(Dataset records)
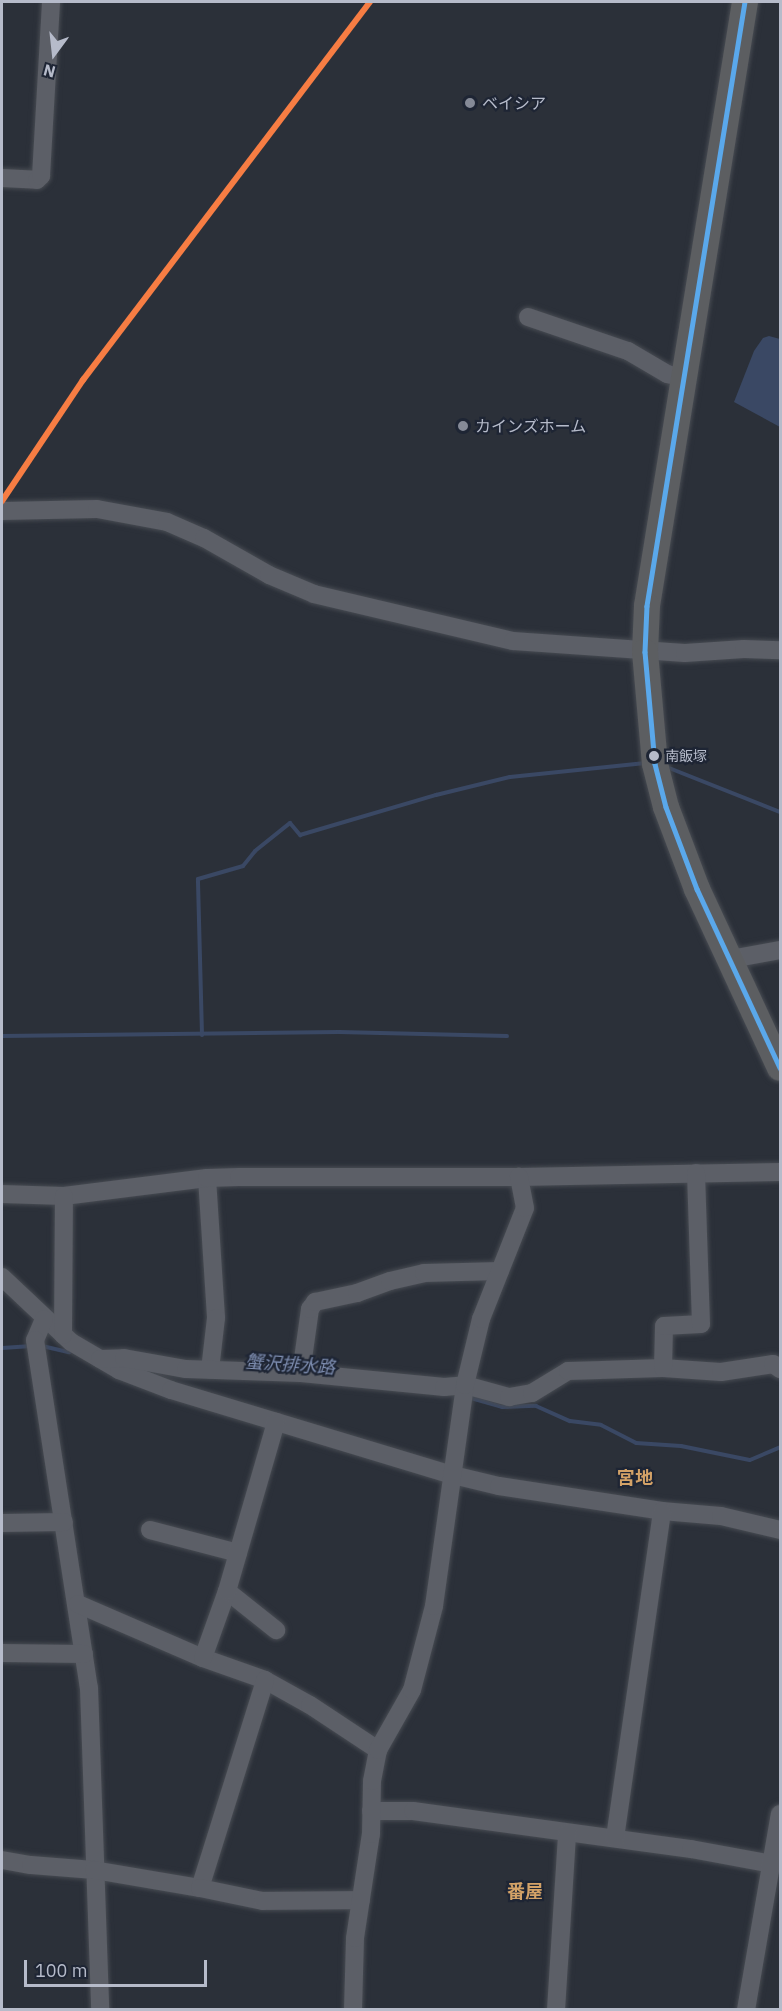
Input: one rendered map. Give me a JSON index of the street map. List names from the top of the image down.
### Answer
{
  "districts": ["宮地", "番屋"],
  "water": ["蟹沢排水路"],
  "places": ["ベイシア", "カインズホーム", "南飯塚"],
  "scale_bar": "100 m",
  "north": "bottom"
}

Your goal:
With the images excluded, reproduce the data above precisely as written.

Output of the exercise:
Input: one rendered map. Give me a JSON index of the street map. List names from the top of the image down.
### Answer
{
  "districts": ["宮地", "番屋"],
  "water": ["蟹沢排水路"],
  "places": ["ベイシア", "カインズホーム", "南飯塚"],
  "scale_bar": "100 m",
  "north": "bottom"
}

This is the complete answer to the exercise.